Question

The increasing order of the values of $\dfrac{e}{m}$ (charge/mass) for electron (e), proton (p), neutron (n) and alpha particle ( $\alpha$ ) is:
(A) $e,p,n,\alpha$
(B) $n,p,e,\alpha$
(C) $n,p,\alpha ,e$
(D) $n,\alpha ,p,e$

Answer 1

Because of both charges of the electron and the mass of the electron are small, measuring both quantities of an electron is a different task.
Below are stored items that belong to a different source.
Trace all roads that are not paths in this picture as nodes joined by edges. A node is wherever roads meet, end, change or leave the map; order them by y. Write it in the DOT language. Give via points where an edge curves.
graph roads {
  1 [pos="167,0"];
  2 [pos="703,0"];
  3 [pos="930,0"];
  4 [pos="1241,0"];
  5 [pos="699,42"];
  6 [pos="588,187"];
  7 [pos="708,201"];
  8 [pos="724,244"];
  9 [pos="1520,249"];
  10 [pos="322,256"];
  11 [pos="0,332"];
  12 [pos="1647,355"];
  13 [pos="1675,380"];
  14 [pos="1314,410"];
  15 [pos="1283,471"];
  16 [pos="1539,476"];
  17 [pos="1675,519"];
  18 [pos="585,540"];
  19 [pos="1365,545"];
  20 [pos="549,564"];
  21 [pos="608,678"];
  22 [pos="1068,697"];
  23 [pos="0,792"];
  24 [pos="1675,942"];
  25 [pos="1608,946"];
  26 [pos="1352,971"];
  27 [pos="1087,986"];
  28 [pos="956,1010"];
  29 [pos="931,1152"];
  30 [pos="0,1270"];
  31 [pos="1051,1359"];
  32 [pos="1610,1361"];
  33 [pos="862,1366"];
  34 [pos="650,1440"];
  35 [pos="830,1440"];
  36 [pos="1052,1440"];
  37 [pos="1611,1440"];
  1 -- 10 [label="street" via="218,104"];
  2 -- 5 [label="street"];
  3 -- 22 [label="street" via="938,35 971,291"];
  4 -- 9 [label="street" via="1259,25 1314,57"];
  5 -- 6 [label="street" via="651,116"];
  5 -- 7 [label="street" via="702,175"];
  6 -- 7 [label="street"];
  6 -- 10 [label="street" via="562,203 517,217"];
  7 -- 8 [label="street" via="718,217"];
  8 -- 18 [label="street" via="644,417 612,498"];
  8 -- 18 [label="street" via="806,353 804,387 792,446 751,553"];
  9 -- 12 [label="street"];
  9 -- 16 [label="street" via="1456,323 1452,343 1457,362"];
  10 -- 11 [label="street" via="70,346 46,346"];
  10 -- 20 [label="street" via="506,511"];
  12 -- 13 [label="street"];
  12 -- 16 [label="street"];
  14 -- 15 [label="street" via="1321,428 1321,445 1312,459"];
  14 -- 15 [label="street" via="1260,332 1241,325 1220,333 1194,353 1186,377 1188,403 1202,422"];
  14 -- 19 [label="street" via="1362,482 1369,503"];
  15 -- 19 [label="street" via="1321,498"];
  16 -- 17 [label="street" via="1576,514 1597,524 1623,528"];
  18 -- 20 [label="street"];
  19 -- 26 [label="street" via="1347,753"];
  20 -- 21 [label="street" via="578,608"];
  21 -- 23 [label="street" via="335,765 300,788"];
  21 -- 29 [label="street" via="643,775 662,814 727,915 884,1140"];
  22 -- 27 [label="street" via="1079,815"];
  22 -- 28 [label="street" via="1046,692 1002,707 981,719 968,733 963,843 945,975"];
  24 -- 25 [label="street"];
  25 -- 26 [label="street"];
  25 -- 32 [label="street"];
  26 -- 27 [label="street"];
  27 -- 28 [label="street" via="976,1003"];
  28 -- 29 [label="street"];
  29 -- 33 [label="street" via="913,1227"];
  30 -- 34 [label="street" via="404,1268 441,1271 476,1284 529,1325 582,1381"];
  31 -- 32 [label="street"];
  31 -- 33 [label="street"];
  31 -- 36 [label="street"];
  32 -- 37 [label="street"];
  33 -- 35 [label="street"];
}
The ratio of the two fundamental constants can be determined easily and precisely from the radius of the electron in a known magnetic field.

Complete step by step solution:
The electron is a low mass with a negatively charged particle.
Mass of an electron (m) = $9.10938356X{{10}^{-31}}ki\log rams$
Charge of electron (e) = $1.602X{{10}^{-19}}coulombs$
Once the electron discovered by J.J.Thomson derived a formula for the charge to mass ratio of an electron.
The charge to mass ratio of electron is given by, $\dfrac{e}{m}=1.758820X{{10}^{-11}}C/Kg$
For neutron, there no charge for this article, so, the charge to mass ratio for neutron = 0
For alpha particle, the mass of an alpha particle with two positive charges = 2 X mass of proton + 2 X mass of a neutron
Approximately, the mass of an alpha particle is approximately equal to 4 times a proton.
Mass of proton with one positive charge, and mass of electron which is less than $\dfrac{1}{1837}amu$ times the mass of a proton.
For alpha particles, charge to mass ratio = $\dfrac{e}{2{{m}_{p}}}$
Where, ${{m}_{p}}=mass\text{ }of\text{ }proton$ , e= charge of electron
For proton, charge to mass ratio = $\dfrac{e}{{{m}_{p}}}$
For electron, charge to mass ratio = $\dfrac{e}{{{m}_{e}}}$
Where, ${{m}_{e}}=mass\text{ }of\text{ electron}$

The correct answer is option (D) - $n,\alpha ,p,e$.

Note: The particle which carries positive or negative charge is charged particles. Ions may be positively or negatively charged based on gain by electrons or loss of electrons in the outermost shell of the atom. The charge to mass ratio is also known as the specific charge of particles.